- [ASSIGNMENT] Retrieve all lines below that have the string "main".

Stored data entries
-- Opening Marker --

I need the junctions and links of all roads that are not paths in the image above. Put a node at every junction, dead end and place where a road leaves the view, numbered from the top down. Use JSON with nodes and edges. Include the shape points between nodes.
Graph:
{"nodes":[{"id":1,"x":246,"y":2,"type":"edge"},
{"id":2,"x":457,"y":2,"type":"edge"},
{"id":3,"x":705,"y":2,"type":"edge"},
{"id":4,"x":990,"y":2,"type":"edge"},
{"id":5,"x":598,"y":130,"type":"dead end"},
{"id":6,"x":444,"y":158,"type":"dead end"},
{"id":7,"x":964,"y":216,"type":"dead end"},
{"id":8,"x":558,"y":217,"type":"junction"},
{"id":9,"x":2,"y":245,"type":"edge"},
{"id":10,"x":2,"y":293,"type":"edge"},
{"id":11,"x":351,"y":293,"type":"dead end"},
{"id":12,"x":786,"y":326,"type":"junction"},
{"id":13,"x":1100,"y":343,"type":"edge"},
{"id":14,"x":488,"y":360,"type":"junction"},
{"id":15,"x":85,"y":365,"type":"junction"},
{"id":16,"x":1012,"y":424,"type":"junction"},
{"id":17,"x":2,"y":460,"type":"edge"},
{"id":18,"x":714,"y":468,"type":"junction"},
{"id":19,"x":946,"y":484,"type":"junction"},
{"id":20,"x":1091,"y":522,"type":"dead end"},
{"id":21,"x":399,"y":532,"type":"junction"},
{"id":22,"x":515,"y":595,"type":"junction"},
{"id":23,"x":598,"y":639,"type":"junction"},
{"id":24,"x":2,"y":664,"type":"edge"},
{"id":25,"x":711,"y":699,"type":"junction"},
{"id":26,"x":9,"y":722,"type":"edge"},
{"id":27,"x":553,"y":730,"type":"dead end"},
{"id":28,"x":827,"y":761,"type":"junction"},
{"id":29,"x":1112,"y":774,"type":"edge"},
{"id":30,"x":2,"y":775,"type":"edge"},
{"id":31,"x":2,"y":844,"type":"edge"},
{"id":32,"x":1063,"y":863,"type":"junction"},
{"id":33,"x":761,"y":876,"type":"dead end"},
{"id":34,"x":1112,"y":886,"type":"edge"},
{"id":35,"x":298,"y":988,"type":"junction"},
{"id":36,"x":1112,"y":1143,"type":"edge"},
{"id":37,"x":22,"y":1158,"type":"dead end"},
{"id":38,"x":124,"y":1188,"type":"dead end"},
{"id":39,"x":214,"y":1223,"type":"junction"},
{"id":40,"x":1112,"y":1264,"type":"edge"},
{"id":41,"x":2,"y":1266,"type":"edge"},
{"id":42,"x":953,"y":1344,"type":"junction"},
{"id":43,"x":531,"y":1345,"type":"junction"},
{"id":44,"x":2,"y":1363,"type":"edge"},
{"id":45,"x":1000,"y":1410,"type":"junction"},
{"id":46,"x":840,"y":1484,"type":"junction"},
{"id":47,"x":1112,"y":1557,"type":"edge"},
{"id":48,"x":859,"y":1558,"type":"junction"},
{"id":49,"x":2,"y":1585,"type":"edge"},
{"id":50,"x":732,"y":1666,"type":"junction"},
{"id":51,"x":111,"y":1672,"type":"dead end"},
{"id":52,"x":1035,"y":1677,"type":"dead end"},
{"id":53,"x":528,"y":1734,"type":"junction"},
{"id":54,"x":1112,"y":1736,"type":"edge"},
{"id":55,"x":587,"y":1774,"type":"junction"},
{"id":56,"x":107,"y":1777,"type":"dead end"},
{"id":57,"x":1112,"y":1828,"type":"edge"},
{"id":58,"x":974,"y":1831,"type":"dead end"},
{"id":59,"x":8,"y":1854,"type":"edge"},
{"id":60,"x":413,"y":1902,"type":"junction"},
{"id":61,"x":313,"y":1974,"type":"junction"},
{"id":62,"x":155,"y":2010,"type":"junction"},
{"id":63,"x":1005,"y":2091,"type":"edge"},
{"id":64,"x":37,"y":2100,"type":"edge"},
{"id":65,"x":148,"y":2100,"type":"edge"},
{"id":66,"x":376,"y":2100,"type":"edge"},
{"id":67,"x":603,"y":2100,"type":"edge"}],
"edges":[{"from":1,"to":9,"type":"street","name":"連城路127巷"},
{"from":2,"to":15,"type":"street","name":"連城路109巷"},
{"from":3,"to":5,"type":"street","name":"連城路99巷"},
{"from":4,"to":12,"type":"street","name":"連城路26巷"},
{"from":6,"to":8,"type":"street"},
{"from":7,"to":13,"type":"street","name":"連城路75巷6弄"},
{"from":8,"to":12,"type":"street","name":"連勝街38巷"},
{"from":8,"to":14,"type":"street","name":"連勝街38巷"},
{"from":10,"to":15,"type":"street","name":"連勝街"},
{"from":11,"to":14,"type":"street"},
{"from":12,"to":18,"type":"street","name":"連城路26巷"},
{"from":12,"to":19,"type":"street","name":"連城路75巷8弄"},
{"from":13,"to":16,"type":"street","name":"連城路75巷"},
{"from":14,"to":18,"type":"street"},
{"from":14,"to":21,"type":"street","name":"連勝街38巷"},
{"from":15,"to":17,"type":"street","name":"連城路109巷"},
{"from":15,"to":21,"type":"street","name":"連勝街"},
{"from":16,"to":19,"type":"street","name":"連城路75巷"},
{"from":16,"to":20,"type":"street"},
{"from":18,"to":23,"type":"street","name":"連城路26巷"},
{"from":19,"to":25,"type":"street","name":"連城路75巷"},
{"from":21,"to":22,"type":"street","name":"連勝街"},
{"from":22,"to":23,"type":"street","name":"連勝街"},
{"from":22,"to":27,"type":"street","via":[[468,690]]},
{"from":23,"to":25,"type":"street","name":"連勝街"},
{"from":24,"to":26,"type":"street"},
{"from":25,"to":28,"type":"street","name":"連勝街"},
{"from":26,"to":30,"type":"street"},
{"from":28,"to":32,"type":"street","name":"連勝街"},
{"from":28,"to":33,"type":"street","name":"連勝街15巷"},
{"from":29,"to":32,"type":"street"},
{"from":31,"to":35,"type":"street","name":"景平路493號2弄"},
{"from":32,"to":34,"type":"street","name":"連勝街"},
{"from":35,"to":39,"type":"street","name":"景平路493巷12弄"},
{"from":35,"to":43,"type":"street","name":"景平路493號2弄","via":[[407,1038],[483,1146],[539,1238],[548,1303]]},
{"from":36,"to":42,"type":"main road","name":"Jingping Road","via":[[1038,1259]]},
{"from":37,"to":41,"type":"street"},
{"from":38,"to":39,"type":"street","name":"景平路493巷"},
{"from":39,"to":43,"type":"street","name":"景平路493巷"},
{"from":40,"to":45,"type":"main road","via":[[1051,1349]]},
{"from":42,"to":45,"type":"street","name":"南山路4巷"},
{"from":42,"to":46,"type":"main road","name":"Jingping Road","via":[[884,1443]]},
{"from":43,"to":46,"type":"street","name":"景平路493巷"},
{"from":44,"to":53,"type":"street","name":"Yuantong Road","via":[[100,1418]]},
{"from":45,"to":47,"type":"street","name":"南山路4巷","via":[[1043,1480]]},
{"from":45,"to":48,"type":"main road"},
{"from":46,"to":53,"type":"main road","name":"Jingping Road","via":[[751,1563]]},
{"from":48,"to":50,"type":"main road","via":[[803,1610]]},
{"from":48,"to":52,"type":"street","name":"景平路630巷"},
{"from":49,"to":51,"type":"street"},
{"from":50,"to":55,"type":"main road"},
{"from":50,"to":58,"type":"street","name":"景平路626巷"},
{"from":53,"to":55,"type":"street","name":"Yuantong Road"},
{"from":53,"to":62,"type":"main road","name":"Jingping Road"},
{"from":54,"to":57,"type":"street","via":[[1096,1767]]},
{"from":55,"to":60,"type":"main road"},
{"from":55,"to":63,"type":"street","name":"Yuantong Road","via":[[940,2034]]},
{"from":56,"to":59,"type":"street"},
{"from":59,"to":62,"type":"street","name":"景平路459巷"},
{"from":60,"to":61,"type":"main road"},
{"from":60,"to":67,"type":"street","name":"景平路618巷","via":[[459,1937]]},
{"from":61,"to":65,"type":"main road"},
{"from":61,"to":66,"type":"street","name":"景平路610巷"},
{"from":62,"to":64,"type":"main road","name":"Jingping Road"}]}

-- Closing Marker --

- [SOLUTION TO THIS PROBLEM]
{"from":36,"to":42,"type":"main road","name":"Jingping Road","via":[[1038,1259]]},
{"from":40,"to":45,"type":"main road","via":[[1051,1349]]},
{"from":42,"to":46,"type":"main road","name":"Jingping Road","via":[[884,1443]]},
{"from":45,"to":48,"type":"main road"},
{"from":46,"to":53,"type":"main road","name":"Jingping Road","via":[[751,1563]]},
{"from":48,"to":50,"type":"main road","via":[[803,1610]]},
{"from":50,"to":55,"type":"main road"},
{"from":53,"to":62,"type":"main road","name":"Jingping Road"},
{"from":55,"to":60,"type":"main road"},
{"from":60,"to":61,"type":"main road"},
{"from":61,"to":65,"type":"main road"},
{"from":62,"to":64,"type":"main road","name":"Jingping Road"}]}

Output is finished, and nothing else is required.